◆ ASSIGNMENT ◆
Copy all lines below containing "Sandstraße".

◆ TASK DATA ◆

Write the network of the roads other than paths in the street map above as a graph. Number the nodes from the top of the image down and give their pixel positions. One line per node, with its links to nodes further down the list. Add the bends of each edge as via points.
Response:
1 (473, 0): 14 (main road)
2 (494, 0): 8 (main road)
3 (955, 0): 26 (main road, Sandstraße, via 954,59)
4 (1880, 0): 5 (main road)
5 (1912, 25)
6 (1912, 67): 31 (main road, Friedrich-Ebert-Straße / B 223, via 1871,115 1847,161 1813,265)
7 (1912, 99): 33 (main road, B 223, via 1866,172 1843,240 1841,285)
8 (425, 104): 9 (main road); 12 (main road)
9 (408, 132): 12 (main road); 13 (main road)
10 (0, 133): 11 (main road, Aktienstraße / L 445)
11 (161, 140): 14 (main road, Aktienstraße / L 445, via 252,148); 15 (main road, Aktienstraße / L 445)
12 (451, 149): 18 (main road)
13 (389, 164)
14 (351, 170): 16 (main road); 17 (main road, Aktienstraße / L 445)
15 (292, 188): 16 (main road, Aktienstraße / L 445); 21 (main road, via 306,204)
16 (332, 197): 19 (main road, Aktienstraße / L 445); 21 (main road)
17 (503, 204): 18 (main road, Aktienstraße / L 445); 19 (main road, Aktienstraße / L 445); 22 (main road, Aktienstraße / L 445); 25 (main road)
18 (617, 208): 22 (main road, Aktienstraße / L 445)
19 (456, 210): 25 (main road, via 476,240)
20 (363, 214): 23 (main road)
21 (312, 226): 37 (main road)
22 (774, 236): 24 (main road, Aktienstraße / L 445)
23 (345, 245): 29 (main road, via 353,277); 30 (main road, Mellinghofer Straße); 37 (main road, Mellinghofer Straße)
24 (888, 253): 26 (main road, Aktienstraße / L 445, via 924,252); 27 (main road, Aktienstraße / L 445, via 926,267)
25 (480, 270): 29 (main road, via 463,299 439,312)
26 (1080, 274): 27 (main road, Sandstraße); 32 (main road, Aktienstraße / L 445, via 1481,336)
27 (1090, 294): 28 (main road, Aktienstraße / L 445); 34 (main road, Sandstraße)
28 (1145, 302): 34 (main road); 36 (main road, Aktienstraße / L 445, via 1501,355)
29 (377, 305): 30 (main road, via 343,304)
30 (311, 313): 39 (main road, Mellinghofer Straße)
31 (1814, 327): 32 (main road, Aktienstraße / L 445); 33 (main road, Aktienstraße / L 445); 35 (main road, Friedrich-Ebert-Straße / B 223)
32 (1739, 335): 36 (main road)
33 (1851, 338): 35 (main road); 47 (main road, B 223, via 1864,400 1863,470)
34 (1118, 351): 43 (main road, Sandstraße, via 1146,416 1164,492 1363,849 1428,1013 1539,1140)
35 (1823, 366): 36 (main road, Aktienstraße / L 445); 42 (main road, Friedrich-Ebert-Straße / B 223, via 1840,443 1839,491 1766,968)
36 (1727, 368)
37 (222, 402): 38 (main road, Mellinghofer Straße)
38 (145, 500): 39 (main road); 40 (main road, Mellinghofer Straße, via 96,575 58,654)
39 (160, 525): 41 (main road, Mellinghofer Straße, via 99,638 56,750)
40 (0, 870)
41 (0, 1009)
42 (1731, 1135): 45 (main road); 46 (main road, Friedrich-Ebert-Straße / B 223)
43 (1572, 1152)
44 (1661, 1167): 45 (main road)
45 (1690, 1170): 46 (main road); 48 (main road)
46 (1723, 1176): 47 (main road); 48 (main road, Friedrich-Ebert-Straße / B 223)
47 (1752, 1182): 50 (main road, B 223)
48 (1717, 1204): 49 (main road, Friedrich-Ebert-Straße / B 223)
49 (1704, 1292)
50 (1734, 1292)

◆ REPLY ◆
3 (955, 0): 26 (main road, Sandstraße, via 954,59)
26 (1080, 274): 27 (main road, Sandstraße); 32 (main road, Aktienstraße / L 445, via 1481,336)
27 (1090, 294): 28 (main road, Aktienstraße / L 445); 34 (main road, Sandstraße)
34 (1118, 351): 43 (main road, Sandstraße, via 1146,416 1164,492 1363,849 1428,1013 1539,1140)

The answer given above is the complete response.